You need to give both the fit and predict methods 2D arrays. Your x_train, y_train and x_test are currently only 1D. What is suggested by the console should work:

x_train= x_train.reshape(-1, 1)
y_train= y_train.reshape(-1, 1)
x_test = x_test.reshape(-1, 1)

This uses numpy's reshape. Questions about reshape have been answered in the past, this for example should answer what reshape(-1,1) means: What does -1 mean in numpy reshape?

Solution 2:

If you look at documentation of LinearRegression of scikit-learn.

fit(X, y, sample_weight=None)

X : numpy array or sparse matrix of shape [n_samples,n_features]

predict(X)

X : {array-like, sparse matrix}, shape = (n_samples, n_features)

As you can see X has 2 dimensions, where as, your x_train and x_test clearly have one. As suggested, add:

x_train = x_train.reshape(-1, 1)
x_test = x_test.reshape(-1, 1)

Before fitting and predicting the model.

Solution 3:

Use

y_pred = regressor.predict([[x_test]])

Solution 4:

A lot of times when doing linear regression problems, people like to envision this graph

one variable input linear regression

On the input, we have an X of X = [1,2,3,4,5]

However, many regression problems have multidimensional inputs. Consider the prediction of housing prices. It's not one attribute that determines housing prices. It's multiple features (ex: number of rooms, location, etc. )

If you look at the documentation you will see this screenshot from documentation

It tells us that rows consist of the samples while the columns consist of the features.

Description of Input

However, consider what happens when he have one feature as our input. Then we need an n x 1 dimensional input where n is the number of samples and the 1 column represents our only feature.

Why does the array.reshape(-1, 1) suggestion work? -1 means choose a number of rows that works based on the number of columns provided. See the image for how it changes in the input.
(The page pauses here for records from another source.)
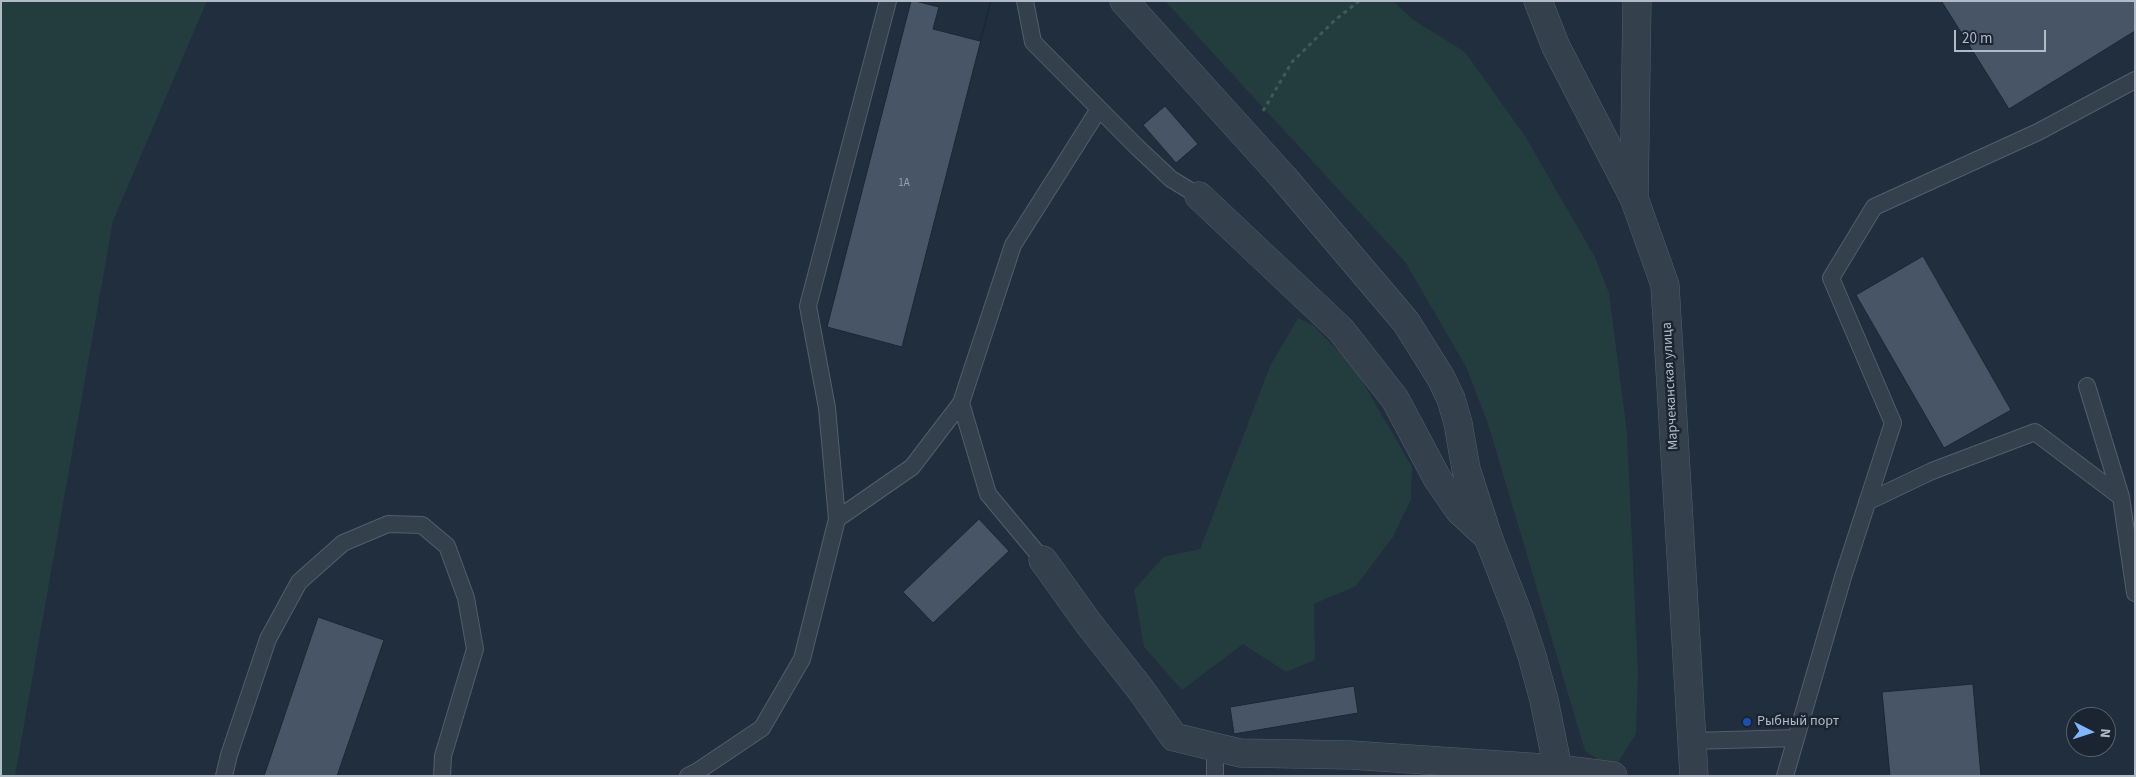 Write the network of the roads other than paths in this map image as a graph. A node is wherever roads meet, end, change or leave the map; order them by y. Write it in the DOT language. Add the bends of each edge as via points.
graph roads {
  1 [pos="888,1"];
  2 [pos="1025,1"];
  3 [pos="1124,1"];
  4 [pos="1538,1"];
  5 [pos="1637,1"];
  6 [pos="2135,80"];
  7 [pos="1099,109"];
  8 [pos="1199,196"];
  9 [pos="1634,198"];
  10 [pos="2087,386"];
  11 [pos="962,403"];
  12 [pos="2121,497"];
  13 [pos="1867,502"];
  14 [pos="837,519"];
  15 [pos="1488,537"];
  16 [pos="1043,560"];
  17 [pos="2135,594"];
  18 [pos="1796,738"];
  19 [pos="1692,741"];
  20 [pos="1215,747"];
  21 [pos="1558,769"];
  22 [pos="224,776"];
  23 [pos="442,776"];
  24 [pos="688,776"];
  25 [pos="1215,776"];
  26 [pos="1613,776"];
  27 [pos="1694,776"];
  28 [pos="1785,776"];
  1 -- 14 [label="lane" via="808,306 827,408"];
  2 -- 7 [label="lane" via="1033,42"];
  3 -- 15 [label="street" via="1302,198 1406,322 1423,347 1451,399 1466,469"];
  4 -- 9 [label="street" via="1556,47"];
  5 -- 9 [label="street, Марчеканская улица"];
  6 -- 13 [label="lane" via="2038,132 1874,207 1831,278 1893,423"];
  7 -- 8 [label="lane" via="1172,179"];
  7 -- 11 [label="lane" via="1013,245"];
  8 -- 15 [label="street" via="1341,330 1396,399 1437,478 1459,510"];
  9 -- 19 [label="street, Марчеканская улица" via="1665,285"];
  10 -- 12 [label="lane"];
  11 -- 14 [label="lane" via="912,468"];
  11 -- 16 [label="lane" via="988,494"];
  12 -- 13 [label="lane" via="2035,432 1932,470"];
  12 -- 17 [label="lane"];
  13 -- 18 [label="lane"];
  14 -- 24 [label="lane" via="802,658 762,728"];
  15 -- 21 [label="street" via="1532,656"];
  16 -- 20 [label="street" via="1174,738"];
  18 -- 19 [label="lane"];
  18 -- 28 [label="lane"];
  19 -- 27 [label="street, Марчеканская улица"];
  20 -- 21 [label="street" via="1240,753 1351,755"];
  20 -- 25 [label="lane"];
  21 -- 26 [label="street"];
  22 -- 23 [label="lane" via="268,639 299,582 343,543 388,524 422,526 447,546 466,598 475,650 443,756"];
}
Transformation using array.reshape

Solution 5:

I would suggest to reshape X at the beginning before you do the split into train and test dataset:

import pandas as pd
import matplotlib as pt

#import data set

dataset = pd.read_csv('Sample-data-sets-for-linear-regression1.csv')
x = dataset.iloc[:, 1].values
y = dataset.iloc[:, 2].values
# Here is the trick
x = x.reshape(-1,1)

#Spliting the dataset into Training set and Test Set
from sklearn.cross_validation import train_test_split
x_train, x_test, y_train, y_test = train_test_split(x, y, test_size= 0.2, random_state=0)

#linnear Regression

from sklearn.linear_model import LinearRegression

regressor = LinearRegression()
regressor.fit(x_train,y_train)

y_pred = regressor.predict(x_test)